Friday, January 17, 2003


Wow, I'm busy.  Busy and sick.  I was coughing so horribly yesterday that someone actually came into my cubicle and requested I go home, I was disturbing them so profoundly.  So I took myself away, and worked a bit from home.  I am really sick, however, a fact confirmed for me when I fell into a dreamless sleep from 2:00-6:00p, and was still able to sleep soundly for ten hours that evening, 10:00p-8:00a.  That's a lot of sleep! 

In the interim between sleep, I sat in bed, ate chocolate pudding, watched Donnie Darko, and read Dorothy Sayers' Murder Must Advertise.  I love Dorothy Sayers, gentle readers.  I wish she had written more books, but then I suppose they might not have been so uniformly excellent.  Look down on my affection for mystery novels if you must, but I find them quite fine, relaxing, and fun.  The good ones, anyway - Ngaio Marsh, Rex Stout, Margery Allingham.  I do not like Patricia Cornwell!  I find her novels to be degenerate trash, in need of a good editor.  I recently purchased The Jacques Barzun Reader, and there is a section in which he discusses crime fiction, with his usual intelligence and flair.  He immediately makes mincemeat of the notion that people enjoy crime fiction because it portrays a violent, seamy world.  I agree with this thesis wholeheartedly - In 'Golden Age' (1920-1970) crime fiction, the murder and it's details are done away with in the first pages of the book, in a very circumspect manner.  What's left is a razor-sharp mind (both the novelist's and her fictional detective's) slowly imposing order upon chaos, casting light in dark corners, bringing rogue elements to justice, and generally bestowing sense and rationality to a random and cruel world.  I like that a lot, it appeals to me on many levels, and an excellent detective tale can cheer me up like nothing else in this world.  It makes me happy to believe that life's murky unreason can be clarified with the vigorous application of thought, intuition, and proper feeling.  Even that belief may not be entirely true. 

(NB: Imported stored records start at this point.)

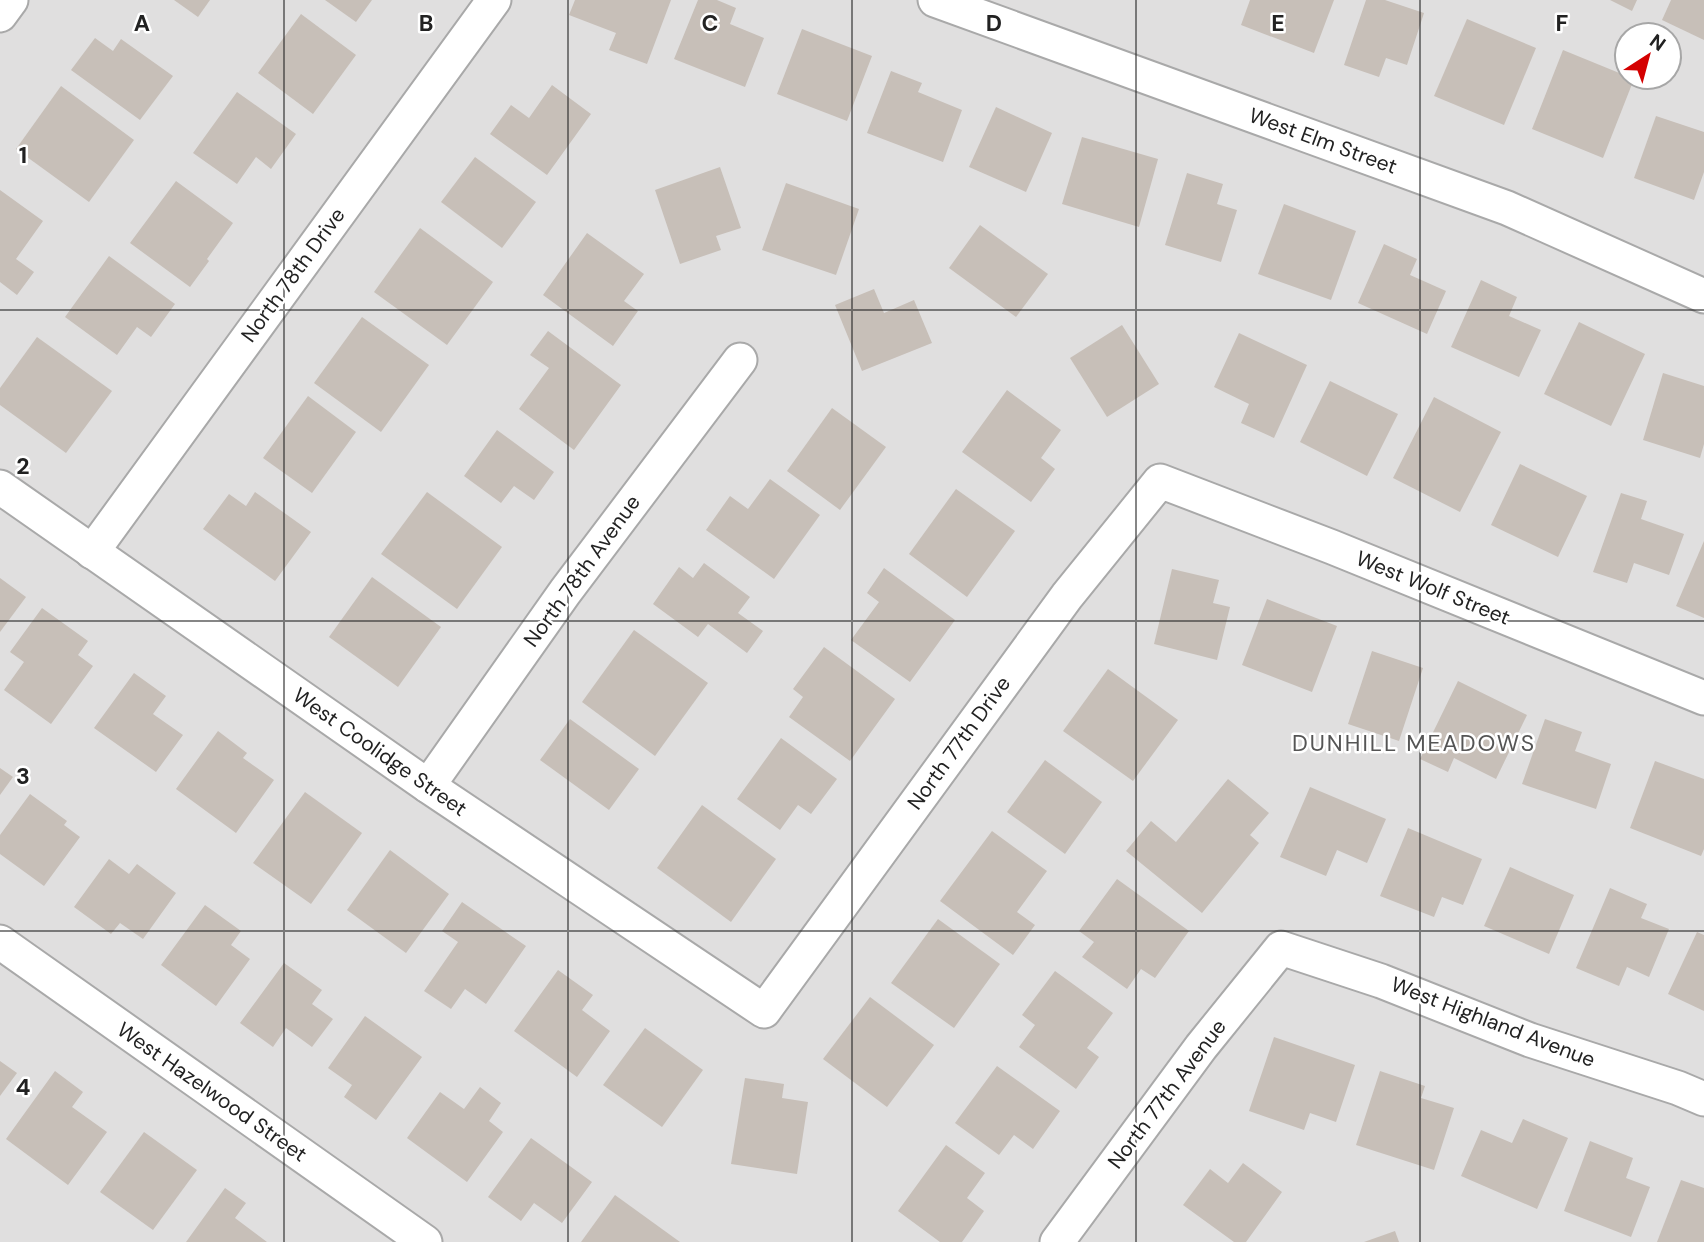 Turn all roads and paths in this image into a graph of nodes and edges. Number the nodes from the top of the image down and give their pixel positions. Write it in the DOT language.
graph roads {
  1 [pos="11,0"];
  2 [pos="494,0"];
  3 [pos="935,0"];
  4 [pos="0,15"];
  5 [pos="1704,296"];
  6 [pos="740,360"];
  7 [pos="1160,481"];
  8 [pos="0,487"];
  9 [pos="93,552"];
  10 [pos="1704,698"];
  11 [pos="428,786"];
  12 [pos="0,943"];
  13 [pos="1281,948"];
  14 [pos="764,1011"];
  15 [pos="1704,1098"];
  16 [pos="425,1242"];
  17 [pos="1057,1242"];
  1 -- 4 [label="street"];
  2 -- 9 [label="street, North 78th Drive"];
  3 -- 5 [label="street, West Elm Street"];
  6 -- 11 [label="street, North 78th Avenue"];
  7 -- 10 [label="street, West Wolf Street"];
  7 -- 14 [label="street, North 77th Drive"];
  8 -- 9 [label="street, West Coolidge Street"];
  9 -- 11 [label="street, West Coolidge Street"];
  11 -- 14 [label="street, West Coolidge Street"];
  12 -- 16 [label="street, West Hazelwood Street"];
  13 -- 15 [label="street, West Highland Avenue"];
  13 -- 17 [label="street, North 77th Avenue"];
}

In his essay on crime fiction, Jacques Barzun goes to great lengths to distinguish tales from novels.  Novels are serious, and limn character and society in great detail.  Tales are not-so-serious, and are largely intended to entertain.  This doesn't imply that tales are excluded from great literature - Mr. Barzun places Candide, Robinson Crusoe, and The 1001 Nights firmly in the 'tale' category.  Novels deal with individuals, and tales with personality types - the detective, the librarian, the widow, the crusty old police chief, etc.  So, detective fiction is something I do for fun, and that's enough about that. 

In fact, that is enough for today.  Good afternoon, gentle readers.